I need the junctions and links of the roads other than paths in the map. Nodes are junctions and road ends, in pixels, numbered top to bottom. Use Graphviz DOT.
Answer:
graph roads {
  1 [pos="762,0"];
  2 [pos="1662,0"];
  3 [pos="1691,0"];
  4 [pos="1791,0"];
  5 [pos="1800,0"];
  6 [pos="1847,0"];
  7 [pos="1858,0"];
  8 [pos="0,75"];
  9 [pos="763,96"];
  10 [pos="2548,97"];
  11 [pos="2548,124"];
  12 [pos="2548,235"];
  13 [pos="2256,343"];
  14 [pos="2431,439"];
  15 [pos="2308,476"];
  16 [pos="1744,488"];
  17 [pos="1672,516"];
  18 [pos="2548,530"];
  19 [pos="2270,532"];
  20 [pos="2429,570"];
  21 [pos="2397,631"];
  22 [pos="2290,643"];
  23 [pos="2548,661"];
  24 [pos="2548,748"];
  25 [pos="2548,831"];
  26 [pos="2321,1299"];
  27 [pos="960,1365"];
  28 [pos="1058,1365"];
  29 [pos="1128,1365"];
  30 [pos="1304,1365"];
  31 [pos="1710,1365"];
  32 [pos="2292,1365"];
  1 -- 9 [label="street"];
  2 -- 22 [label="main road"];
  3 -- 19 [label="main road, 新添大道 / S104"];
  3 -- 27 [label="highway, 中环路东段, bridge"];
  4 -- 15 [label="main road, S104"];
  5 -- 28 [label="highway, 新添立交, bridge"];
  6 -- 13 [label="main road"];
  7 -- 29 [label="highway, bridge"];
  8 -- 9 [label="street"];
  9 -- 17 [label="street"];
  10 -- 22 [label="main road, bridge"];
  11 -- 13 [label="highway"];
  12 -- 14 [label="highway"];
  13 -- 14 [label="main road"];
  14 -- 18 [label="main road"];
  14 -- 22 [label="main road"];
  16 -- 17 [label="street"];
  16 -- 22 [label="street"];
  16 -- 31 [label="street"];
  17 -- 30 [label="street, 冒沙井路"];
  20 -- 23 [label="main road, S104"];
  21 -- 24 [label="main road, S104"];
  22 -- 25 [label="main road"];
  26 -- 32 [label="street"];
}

■ WHAT TO DO:
Give the entries again in full, with nothing changed.

■ EXPECTED OUTPUT:
I need the junctions and links of the roads other than paths in the map. Nodes are junctions and road ends, in pixels, numbered top to bottom. Use Graphviz DOT.
Answer:
graph roads {
  1 [pos="762,0"];
  2 [pos="1662,0"];
  3 [pos="1691,0"];
  4 [pos="1791,0"];
  5 [pos="1800,0"];
  6 [pos="1847,0"];
  7 [pos="1858,0"];
  8 [pos="0,75"];
  9 [pos="763,96"];
  10 [pos="2548,97"];
  11 [pos="2548,124"];
  12 [pos="2548,235"];
  13 [pos="2256,343"];
  14 [pos="2431,439"];
  15 [pos="2308,476"];
  16 [pos="1744,488"];
  17 [pos="1672,516"];
  18 [pos="2548,530"];
  19 [pos="2270,532"];
  20 [pos="2429,570"];
  21 [pos="2397,631"];
  22 [pos="2290,643"];
  23 [pos="2548,661"];
  24 [pos="2548,748"];
  25 [pos="2548,831"];
  26 [pos="2321,1299"];
  27 [pos="960,1365"];
  28 [pos="1058,1365"];
  29 [pos="1128,1365"];
  30 [pos="1304,1365"];
  31 [pos="1710,1365"];
  32 [pos="2292,1365"];
  1 -- 9 [label="street"];
  2 -- 22 [label="main road"];
  3 -- 19 [label="main road, 新添大道 / S104"];
  3 -- 27 [label="highway, 中环路东段, bridge"];
  4 -- 15 [label="main road, S104"];
  5 -- 28 [label="highway, 新添立交, bridge"];
  6 -- 13 [label="main road"];
  7 -- 29 [label="highway, bridge"];
  8 -- 9 [label="street"];
  9 -- 17 [label="street"];
  10 -- 22 [label="main road, bridge"];
  11 -- 13 [label="highway"];
  12 -- 14 [label="highway"];
  13 -- 14 [label="main road"];
  14 -- 18 [label="main road"];
  14 -- 22 [label="main road"];
  16 -- 17 [label="street"];
  16 -- 22 [label="street"];
  16 -- 31 [label="street"];
  17 -- 30 [label="street, 冒沙井路"];
  20 -- 23 [label="main road, S104"];
  21 -- 24 [label="main road, S104"];
  22 -- 25 [label="main road"];
  26 -- 32 [label="street"];
}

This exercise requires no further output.